For example, the word "architected" occurs in Tracy Kidder's 1985 non-fiction "House": 'Thinking of the Souweines' house, Bill says, "Single-family houses are mainly not architected. But they have been a means for architects to acquire reputations."' It's on p22 of my hardcover copy, and 'Bill' is the architect Bill Rawn, who won an award for his design, and was featured in a July 5, 2009 Boston Globe article. In other words, you say "actual architects say "designed"", yet I have counter-example on paper in my own personal library.

Or, from Spiro Kostof's 'The Architect: Chapters in the History of the Profession': "Even in the democratic environment of Classical Greece, some houses were larger and more elaborate than others, and thus would plausibly require the special care of an architect - or at least the distinction of having been "architected"." From Wendell Rossman's 1972 'The effective architect' come two examples: "Never is a good model a plan over which a structure is engineered, a facade architected to, or an interior..." and "Looking the situation over, I found the gate alright, built of 1 1/2" square solid bars with alternating architected ladder-type grillwork."

It seems then that actual architects *do* use the term "architected".

The word is also in Mark Twain's 1906 "The Refuge of the Derelicts": 'He had very decided opinions on most matters, and he had architected them himself.' I think it's fair to say that Twain knew the difference between a verb and a noun. A Google Book search easily finds other examples, like a Field&Stream article from 1975 which uses the line "The way, of course, is river floating, a ride back in time to a universe architected by nature."

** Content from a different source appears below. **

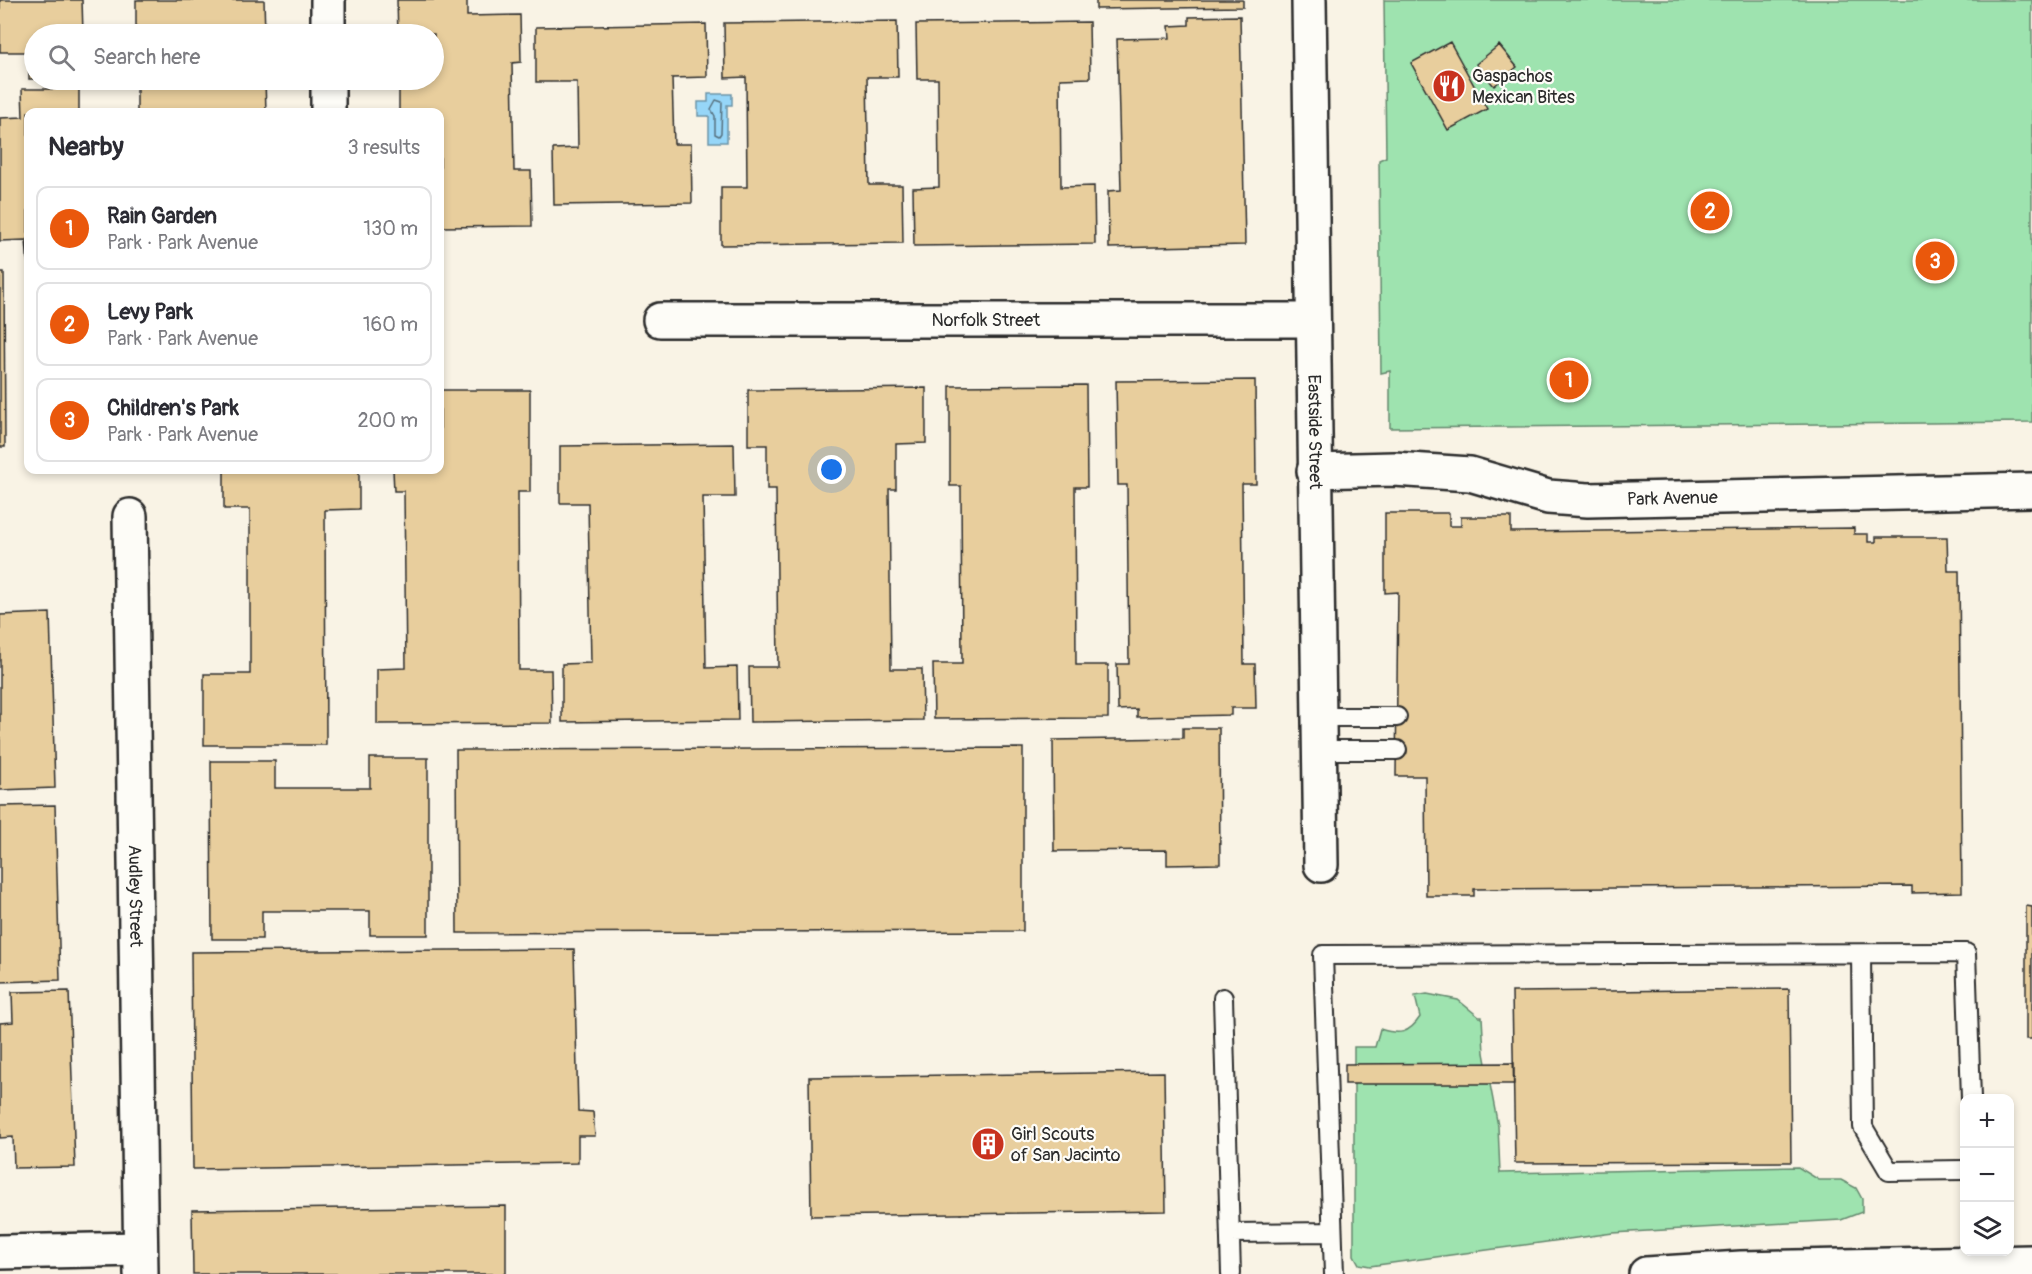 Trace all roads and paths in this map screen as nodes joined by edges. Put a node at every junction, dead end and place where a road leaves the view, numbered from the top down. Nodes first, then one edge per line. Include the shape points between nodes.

Language Log also taught me that many people are fierce advocates for whatever grammar rules they were taught in school, even if there's no factual basis. (You need only read their many essays against the grammar "rules" of Strunk and White.) Thus, I'm happy to leave this as a untested hypothesis, and let you or someone else go through the work of trying to come up with evidence for it. Until then, I say only that it doesn't make as much sense as the two other explanations I pointed out earlier.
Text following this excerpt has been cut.